Cobrar ICMS nas transferências interestaduais é inconstitucional

Mais uma vez o STF (porem agora sob a égide do instituto da repercussão geral) declarou em julgamento que o ICMS não incide sobre a transferência de mercadorias da mesma pessoa jurídica, mas que estão localizados em estados distintos.

O entendimento mais uma vez foi pacificado tendo como base o julgamento do ARE 1255885, tema 1099 – Incidência de Imposto Sobre Circulação de Mercadorias e Serviços (ICMS) sobre o deslocamento de mercadorias de um estabelecimento para outro do mesmo contribuinte localizados em estados distintos, finalizado no ultimo dia 14/08/2020.

Alias, é de longa data que o próprio Supremo por meio de suas Turmas vem reafirmando a jurisprudência neste sentido, conforme também foi evidenciado no voto do ministro relator. ( RE nº 1.039.439/RS-AgR, Segunda Turma, Relator o Ministro Ricardo Lewandowski, DJe de 7/2/18; ARE nº 1.063.312/RS-AgR, Segunda Turma, Relator o Ministro Edson Fachin, DJe de 19/12/17; ARE nº 676.035/PB-AgR, Primeira Turma, Relator o Ministro Alexandre de Moraes, DJe de 31/8/17; ARE nº 764.196/MG-AgR, Primeira Turma, Relator o Ministro Roberto Barroso, DJe de 7/6/16; ARE nº 756.636/RS-AgR, Primeira Turma, de minha relatoria, DJe de 30/5/14; RE nº 422.051/MG-AgR, Segunda Turma, Relator o Ministro Eros Grau, DJe de 25/6/10; RE nº 267.599/MG-AgR, Segunda Turma, Relatora a Ministra Ellen Gracie, DJe de 11/12/09.)

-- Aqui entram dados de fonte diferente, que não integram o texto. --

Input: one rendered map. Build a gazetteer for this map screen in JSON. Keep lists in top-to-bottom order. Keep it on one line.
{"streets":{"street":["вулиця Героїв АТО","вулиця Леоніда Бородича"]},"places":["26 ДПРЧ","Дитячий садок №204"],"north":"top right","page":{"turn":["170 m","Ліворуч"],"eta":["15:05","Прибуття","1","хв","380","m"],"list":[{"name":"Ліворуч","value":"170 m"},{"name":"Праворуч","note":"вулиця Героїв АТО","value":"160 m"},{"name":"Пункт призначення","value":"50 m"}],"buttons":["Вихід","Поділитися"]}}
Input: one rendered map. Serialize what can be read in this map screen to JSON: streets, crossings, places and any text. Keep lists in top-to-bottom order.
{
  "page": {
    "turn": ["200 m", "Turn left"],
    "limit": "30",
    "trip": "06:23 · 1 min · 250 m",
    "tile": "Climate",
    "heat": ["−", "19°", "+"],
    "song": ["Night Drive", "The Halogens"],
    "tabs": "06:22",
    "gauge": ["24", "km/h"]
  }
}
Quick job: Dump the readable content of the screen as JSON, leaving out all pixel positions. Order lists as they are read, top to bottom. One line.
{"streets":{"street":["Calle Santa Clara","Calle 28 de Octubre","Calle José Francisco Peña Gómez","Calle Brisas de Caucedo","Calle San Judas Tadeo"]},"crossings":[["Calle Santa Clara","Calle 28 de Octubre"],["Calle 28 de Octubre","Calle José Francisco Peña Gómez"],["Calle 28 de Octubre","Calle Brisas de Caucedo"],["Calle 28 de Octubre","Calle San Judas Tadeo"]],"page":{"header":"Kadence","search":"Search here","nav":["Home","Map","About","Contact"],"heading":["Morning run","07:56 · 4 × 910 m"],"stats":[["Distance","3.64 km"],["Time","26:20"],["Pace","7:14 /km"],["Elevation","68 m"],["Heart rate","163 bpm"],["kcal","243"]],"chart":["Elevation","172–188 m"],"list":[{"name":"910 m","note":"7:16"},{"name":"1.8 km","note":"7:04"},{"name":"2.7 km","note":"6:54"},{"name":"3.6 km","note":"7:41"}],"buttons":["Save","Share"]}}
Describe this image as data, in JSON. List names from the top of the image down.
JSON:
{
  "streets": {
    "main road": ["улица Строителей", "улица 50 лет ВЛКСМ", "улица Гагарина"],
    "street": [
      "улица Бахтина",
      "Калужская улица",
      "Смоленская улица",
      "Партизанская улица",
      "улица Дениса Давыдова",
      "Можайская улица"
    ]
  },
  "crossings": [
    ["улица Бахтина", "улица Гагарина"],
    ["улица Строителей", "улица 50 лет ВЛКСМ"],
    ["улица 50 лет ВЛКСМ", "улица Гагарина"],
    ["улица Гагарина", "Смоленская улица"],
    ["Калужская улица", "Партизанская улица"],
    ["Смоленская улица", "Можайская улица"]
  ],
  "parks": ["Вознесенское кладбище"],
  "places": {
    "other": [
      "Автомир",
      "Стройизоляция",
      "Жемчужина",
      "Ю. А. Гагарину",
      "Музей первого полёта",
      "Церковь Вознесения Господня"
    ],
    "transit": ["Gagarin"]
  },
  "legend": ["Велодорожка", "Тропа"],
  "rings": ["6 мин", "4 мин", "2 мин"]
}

Nesta oportunidade mais uma vez o Supremo reforçou seu posicionamento pacifico no sentido de que o mero deslocamento de mercadorias entre estabelecimentos de propriedade do mesmo contribuinte não configura circulação de mercadoria, descaracterizando-se como fato gerador do ICMS. Para a corte, é necessário também que a saída decorra de negócio jurídico ou operação econômica, que acontece quando as operações são praticadas com terceiros e não com a própria pessoa jurídica.

Nesse contexto foi proposta pelo Relator a fixação da seguinte tese:

Não incide ICMS no deslocamento de bens de um estabelecimento para outro do mesmo contribuinte localizados em Estados distintos, visto não haver a transferência da titularidade ou a realização de ato de mercancia.

Vale destacar também que o próprio STJ também já havia consolidado seu próprio entendimento que pode ser verificado na sumula nº 166 ao qual estabelece a não constituição do fato gerador do ICMS no simples deslocamento de mercadoria de um para outro estabelecimento do mesmo contribuinte. (REsp 9.933-SP (2ª T, 07.10.1992 – DJ 26.10.1992); REsp 32.203-RJ (1ª T, 06.03.1995 – DJ 27.03.1995); REsp 36.060-MS (1ª T, 10.08.1994 – DJ 05.09.1994); REsp 37.842-SP (2ª T, 24.11.1993 – DJ 13.12.1993).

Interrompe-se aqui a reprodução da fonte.